- **Exercise requirements**
Within the records below, how many lines contain "Chemin"? The answer is that number alone.
=== Section Start ===
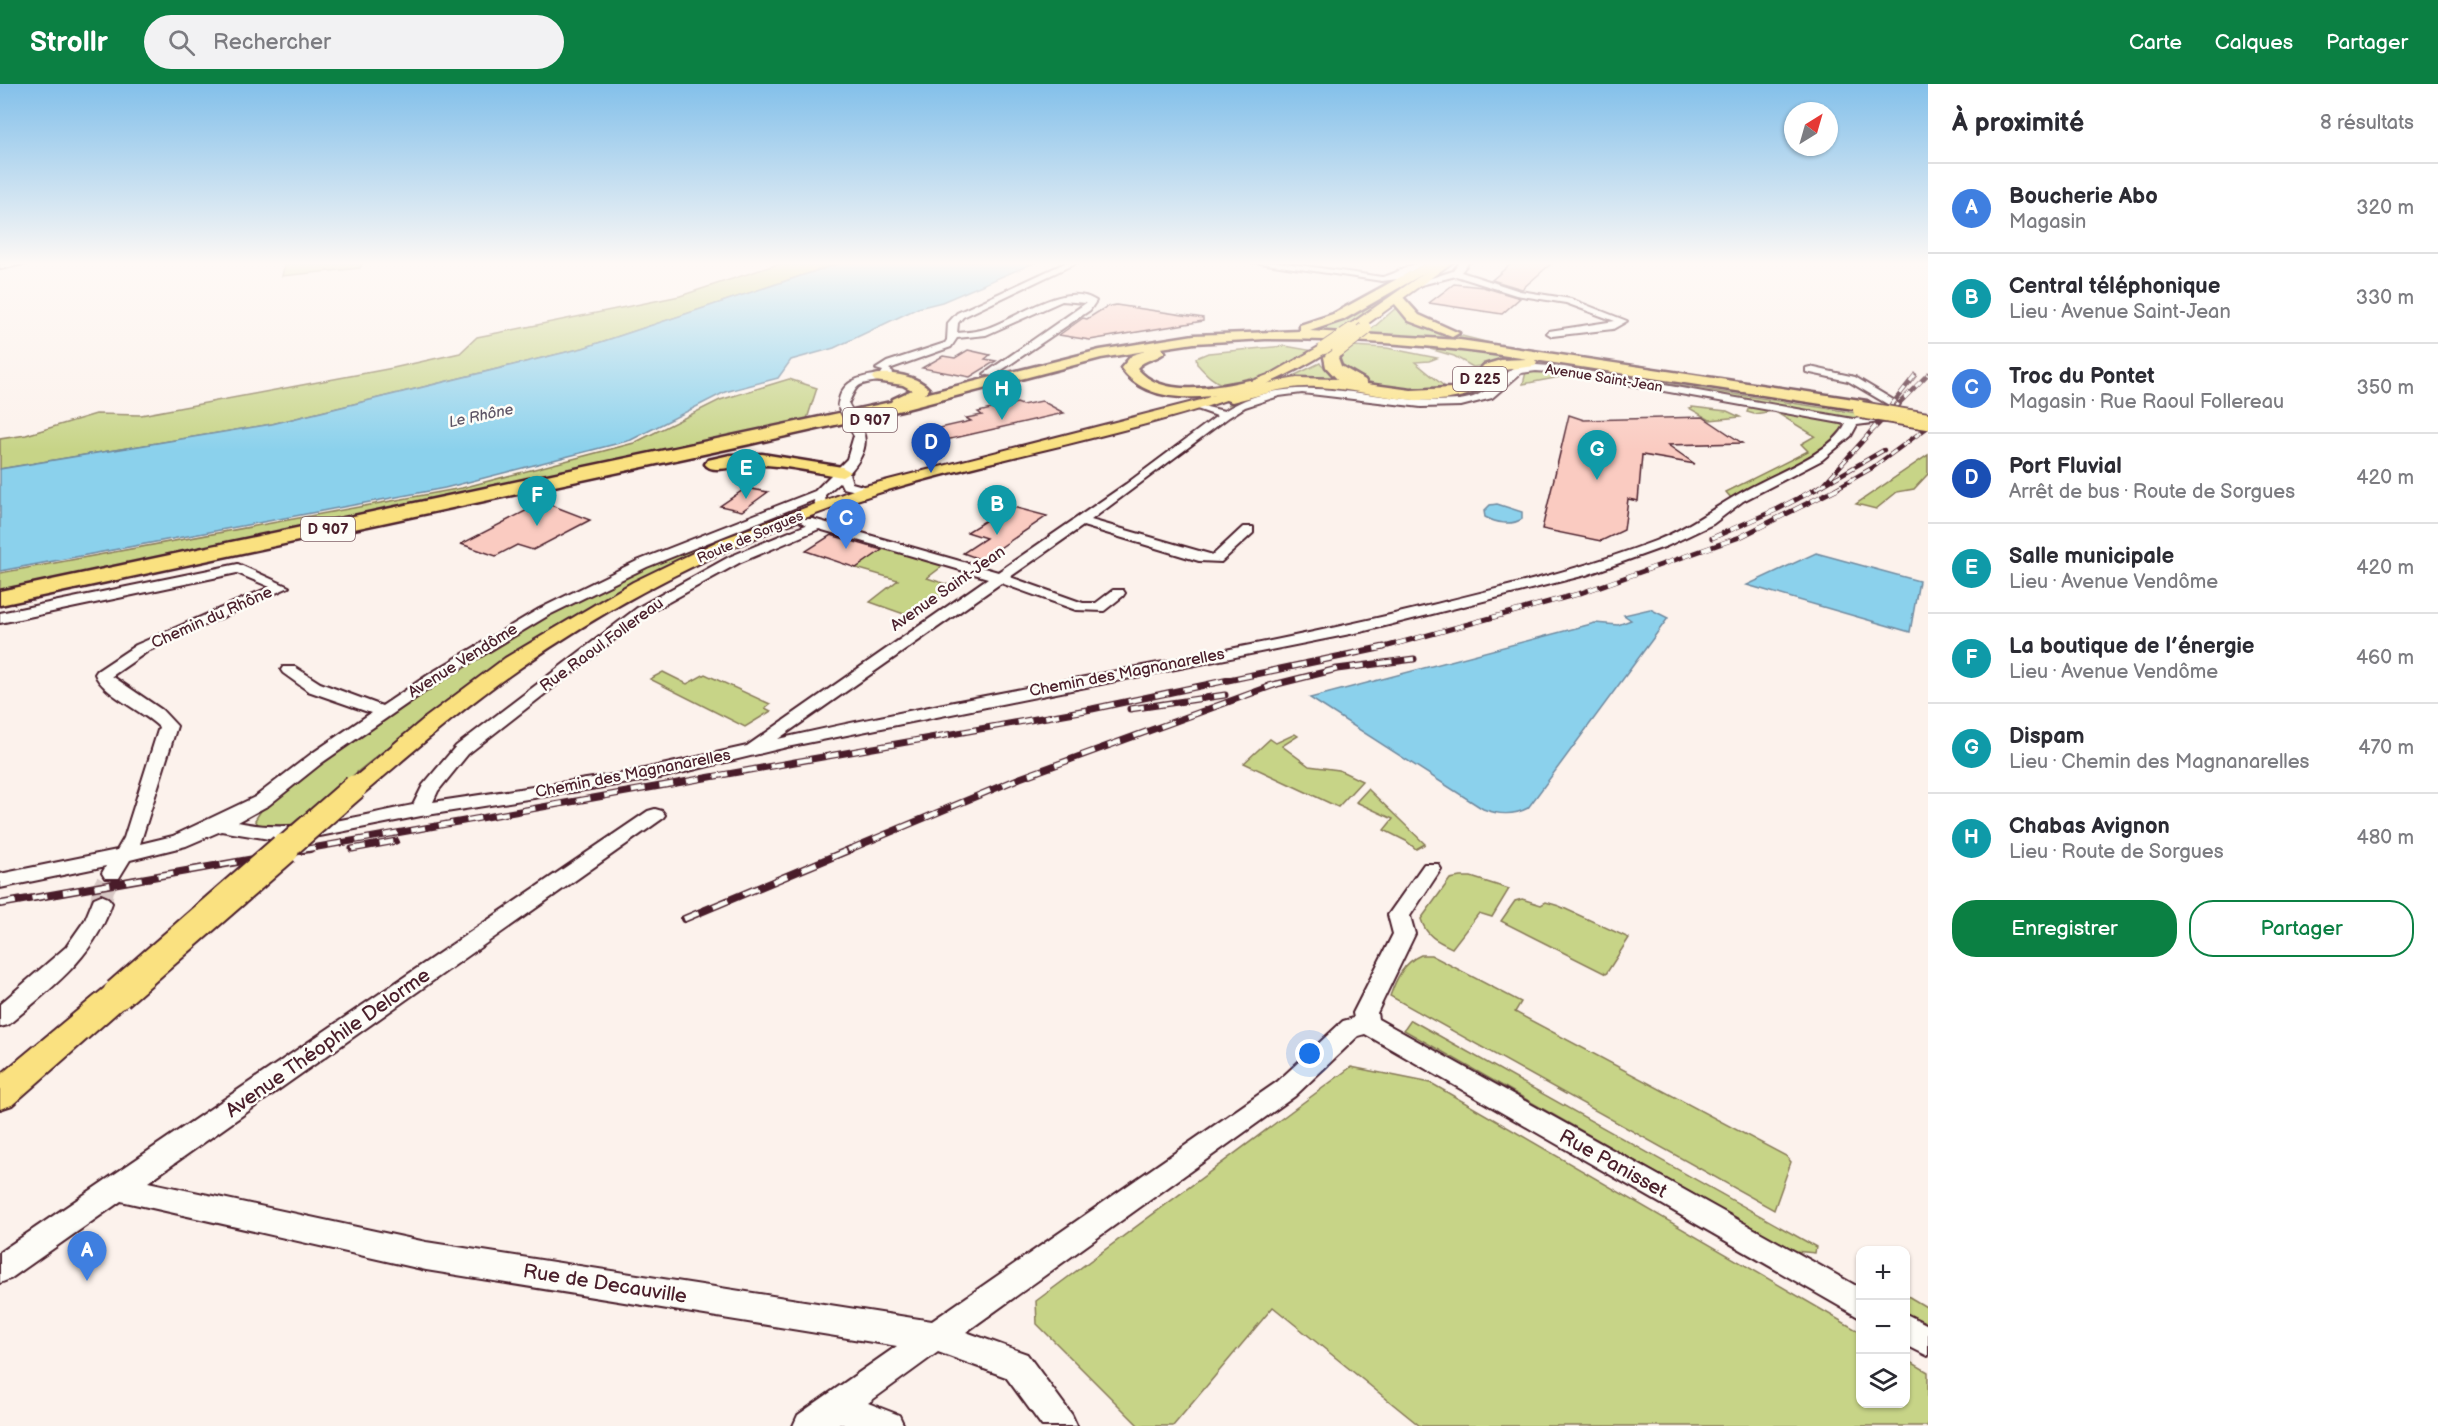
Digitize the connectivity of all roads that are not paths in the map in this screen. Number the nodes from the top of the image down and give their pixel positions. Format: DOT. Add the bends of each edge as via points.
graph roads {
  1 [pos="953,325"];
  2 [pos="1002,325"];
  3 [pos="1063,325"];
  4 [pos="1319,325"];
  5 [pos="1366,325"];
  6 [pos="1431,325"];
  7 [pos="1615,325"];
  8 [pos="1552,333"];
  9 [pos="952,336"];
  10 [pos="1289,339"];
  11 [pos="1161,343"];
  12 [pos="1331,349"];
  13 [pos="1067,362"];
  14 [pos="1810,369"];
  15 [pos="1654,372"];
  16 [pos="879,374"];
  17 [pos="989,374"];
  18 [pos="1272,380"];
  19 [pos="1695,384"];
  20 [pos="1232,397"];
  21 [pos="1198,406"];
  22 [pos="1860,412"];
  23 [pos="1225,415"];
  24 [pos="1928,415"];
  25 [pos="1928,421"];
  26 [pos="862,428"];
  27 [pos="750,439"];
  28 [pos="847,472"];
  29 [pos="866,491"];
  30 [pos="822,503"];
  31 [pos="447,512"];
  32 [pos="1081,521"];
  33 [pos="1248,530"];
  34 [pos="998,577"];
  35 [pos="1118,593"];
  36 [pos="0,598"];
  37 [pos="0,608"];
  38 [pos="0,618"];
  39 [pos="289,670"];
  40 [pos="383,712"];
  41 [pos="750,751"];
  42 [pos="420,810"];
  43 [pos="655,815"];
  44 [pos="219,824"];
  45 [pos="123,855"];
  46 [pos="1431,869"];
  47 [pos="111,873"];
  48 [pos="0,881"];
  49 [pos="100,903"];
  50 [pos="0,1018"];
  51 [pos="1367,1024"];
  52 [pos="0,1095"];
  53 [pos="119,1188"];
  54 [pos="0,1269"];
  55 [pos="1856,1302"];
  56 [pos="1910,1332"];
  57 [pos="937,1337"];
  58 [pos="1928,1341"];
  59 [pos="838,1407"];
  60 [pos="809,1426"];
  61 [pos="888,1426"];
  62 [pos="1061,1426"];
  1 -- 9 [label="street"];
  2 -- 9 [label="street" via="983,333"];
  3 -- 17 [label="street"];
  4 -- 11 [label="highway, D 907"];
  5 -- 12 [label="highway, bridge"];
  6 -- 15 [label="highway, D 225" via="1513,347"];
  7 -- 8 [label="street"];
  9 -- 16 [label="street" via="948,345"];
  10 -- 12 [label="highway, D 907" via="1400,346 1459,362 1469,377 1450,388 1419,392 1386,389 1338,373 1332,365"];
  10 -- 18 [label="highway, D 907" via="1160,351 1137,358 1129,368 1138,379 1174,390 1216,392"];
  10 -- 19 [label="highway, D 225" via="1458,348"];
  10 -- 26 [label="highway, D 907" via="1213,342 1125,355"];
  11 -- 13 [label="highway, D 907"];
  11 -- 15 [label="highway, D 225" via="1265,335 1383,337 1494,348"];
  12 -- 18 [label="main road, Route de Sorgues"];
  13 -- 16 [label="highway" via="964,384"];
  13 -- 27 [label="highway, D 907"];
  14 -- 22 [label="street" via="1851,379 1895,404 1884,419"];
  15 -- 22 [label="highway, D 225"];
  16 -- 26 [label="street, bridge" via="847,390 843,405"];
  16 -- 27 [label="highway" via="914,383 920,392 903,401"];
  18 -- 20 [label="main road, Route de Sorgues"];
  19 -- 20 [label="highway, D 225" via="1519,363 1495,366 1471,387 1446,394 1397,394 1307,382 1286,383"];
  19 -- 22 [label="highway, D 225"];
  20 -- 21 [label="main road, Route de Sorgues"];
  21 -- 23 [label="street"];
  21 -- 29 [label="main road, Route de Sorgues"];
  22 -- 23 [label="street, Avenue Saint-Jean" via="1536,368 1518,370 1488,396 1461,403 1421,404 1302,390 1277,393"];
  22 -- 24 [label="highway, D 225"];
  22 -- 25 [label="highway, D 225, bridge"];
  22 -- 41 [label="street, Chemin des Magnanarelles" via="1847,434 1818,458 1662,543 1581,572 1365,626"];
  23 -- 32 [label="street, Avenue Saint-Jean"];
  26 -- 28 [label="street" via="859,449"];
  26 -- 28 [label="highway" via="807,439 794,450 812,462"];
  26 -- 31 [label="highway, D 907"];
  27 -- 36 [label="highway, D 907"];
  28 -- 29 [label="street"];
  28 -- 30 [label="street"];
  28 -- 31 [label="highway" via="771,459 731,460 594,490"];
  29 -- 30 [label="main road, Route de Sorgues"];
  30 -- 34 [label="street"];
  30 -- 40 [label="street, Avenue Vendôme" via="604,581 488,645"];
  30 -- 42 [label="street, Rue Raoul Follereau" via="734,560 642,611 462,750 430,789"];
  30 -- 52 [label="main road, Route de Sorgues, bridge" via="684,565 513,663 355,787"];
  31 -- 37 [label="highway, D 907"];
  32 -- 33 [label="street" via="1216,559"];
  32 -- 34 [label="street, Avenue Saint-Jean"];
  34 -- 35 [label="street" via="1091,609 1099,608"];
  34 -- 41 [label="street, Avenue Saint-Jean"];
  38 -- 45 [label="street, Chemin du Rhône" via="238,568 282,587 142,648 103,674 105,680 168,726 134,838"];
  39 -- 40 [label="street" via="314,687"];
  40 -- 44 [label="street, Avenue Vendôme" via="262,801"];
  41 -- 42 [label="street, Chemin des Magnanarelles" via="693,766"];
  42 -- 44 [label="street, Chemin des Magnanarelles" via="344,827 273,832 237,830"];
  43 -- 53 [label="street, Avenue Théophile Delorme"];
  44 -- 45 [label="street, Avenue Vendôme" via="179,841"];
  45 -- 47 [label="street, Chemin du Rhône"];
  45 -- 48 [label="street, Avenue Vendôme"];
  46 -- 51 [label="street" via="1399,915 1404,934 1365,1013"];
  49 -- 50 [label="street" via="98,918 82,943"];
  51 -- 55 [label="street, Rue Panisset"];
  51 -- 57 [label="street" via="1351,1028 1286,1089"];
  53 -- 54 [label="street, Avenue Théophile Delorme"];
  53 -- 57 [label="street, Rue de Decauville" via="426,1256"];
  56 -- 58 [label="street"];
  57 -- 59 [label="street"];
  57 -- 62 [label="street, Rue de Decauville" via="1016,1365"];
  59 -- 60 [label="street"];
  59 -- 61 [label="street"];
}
=== Section End ===
- **Written response**
5